6.03       Indemnification by Millennium Prime, Inc. and the Millennium Prime, Inc.  Stockholders.  Millennium Prime, Inc., and each of the Millennium Prime, Inc.  Stockholders will jointly and severally indemnify and hold harmless Genio Group, Inc. and its directors and officers, and each person, if any, who controls Genio Group, Inc. within the meaning of the Securities Act, from and against any and all losses, claims, damages, expenses, liabilities, or actions to which any of them may become subject under applicable law (including the Securities Act and the Securities Exchange Act) and will reimburse them for any legal or other expenses reasonably incurred by them in connection with investigating or defending any claims or actions, whether or not resulting in liability, insofar as such losses, claims, damages, expenses, liabilities, or actions arise out of or are based upon any untrue statement or alleged untrue statement of material fact contained in any application or statement filed with a governmental body or arising out of or are based upon the omission or alleged omission to state therein a material fact required to be stated therein, or necessary in order to make the statements therein not misleading, but only insofar as any such statement or omission was made in reliance upon and in conformity with information furnished in writing by Millennium Prime, Inc. expressly for use therein.  The indemnity agreement contained in this Section 6.03 shall remain operative and in full force and effect, regardless of any investigation made by or on behalf of Genio Group, Inc. and shall survive the consummation of the transactions contemplated by this Agreement for a period of six (6) months.

 
 

 

6.04       Indemnification by Genio Group, Inc.  Genio Group , Inc. will indemnify and hold harmless Millennium Prime, Inc., the Millennium Prime, Inc.
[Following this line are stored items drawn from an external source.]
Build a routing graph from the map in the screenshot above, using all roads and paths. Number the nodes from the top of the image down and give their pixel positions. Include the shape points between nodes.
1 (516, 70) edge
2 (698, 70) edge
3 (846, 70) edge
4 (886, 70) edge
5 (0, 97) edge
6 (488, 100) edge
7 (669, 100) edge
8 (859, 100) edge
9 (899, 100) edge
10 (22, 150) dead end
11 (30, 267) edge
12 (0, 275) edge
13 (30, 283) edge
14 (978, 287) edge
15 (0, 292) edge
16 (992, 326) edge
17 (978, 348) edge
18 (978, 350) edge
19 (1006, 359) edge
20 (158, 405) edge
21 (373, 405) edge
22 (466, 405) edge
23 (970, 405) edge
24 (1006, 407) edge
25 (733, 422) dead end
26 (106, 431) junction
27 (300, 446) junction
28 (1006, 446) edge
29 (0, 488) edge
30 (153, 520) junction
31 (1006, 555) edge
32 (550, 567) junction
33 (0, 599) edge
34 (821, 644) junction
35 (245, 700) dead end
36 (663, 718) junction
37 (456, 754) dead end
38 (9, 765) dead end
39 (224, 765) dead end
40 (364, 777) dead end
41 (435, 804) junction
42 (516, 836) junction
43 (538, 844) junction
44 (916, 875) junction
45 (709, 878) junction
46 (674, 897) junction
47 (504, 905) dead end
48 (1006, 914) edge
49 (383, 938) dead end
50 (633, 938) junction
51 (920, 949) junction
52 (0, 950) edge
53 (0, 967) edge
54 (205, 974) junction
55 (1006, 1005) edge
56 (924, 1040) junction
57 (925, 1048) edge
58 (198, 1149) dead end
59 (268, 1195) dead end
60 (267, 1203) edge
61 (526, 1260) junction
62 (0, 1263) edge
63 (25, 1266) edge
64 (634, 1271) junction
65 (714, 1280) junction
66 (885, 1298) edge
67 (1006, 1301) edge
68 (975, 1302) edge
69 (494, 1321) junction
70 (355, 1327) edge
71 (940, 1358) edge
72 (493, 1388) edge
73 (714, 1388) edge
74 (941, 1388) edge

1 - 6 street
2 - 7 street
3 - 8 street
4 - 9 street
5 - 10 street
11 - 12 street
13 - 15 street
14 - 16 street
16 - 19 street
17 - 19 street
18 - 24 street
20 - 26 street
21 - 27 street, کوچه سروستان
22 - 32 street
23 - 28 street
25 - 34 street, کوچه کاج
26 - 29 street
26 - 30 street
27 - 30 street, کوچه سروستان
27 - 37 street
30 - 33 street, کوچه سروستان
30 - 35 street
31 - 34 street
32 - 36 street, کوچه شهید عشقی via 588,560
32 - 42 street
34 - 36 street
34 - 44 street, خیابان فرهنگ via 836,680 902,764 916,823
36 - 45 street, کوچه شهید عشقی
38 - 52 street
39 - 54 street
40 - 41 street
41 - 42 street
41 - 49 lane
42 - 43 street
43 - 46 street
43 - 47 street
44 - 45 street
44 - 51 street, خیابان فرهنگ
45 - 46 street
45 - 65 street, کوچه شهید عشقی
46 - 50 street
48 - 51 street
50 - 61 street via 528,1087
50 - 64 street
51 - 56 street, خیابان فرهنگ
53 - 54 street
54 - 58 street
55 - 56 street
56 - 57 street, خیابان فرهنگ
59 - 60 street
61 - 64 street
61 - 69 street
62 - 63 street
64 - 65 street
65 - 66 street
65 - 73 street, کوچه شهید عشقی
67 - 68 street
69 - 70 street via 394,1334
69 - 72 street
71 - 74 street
Stockholders, from and against any and all losses, claims, damages, expenses, liabilities, or actions to which any of them may become subject under applicable law (including the Securities Act of 1933 and the Securities Exchange Act of 1934) and will reimburse them for any legal or other expenses reasonably incurred by them in connection with investigating or defending any claims or actions, whether or not resulting in liability, insofar as such losses, claims, damages, expenses, liabilities, or actions arise out of or are based upon any untrue statement or alleged untrue statement of a material fact contained in any application or statement filed with a governmental body or arise out of or are based upon the omission or alleged omission to state therein a material fact required to be stated therein, or necessary in order to make the statements therein not misleading, but only insofar as any such statement or omission was made in reliance upon and in conformity with information furnished in writing by Genio Group , Inc. expressly for use therein.  The indemnity agreement contained in this Section 6.04 shall remain operative and in full force and effect, regardless of any investigation made by or on behalf of Millennium Prime, Inc. and shall survive the consummation of the transactions contemplated by this Agreement for a period of six months.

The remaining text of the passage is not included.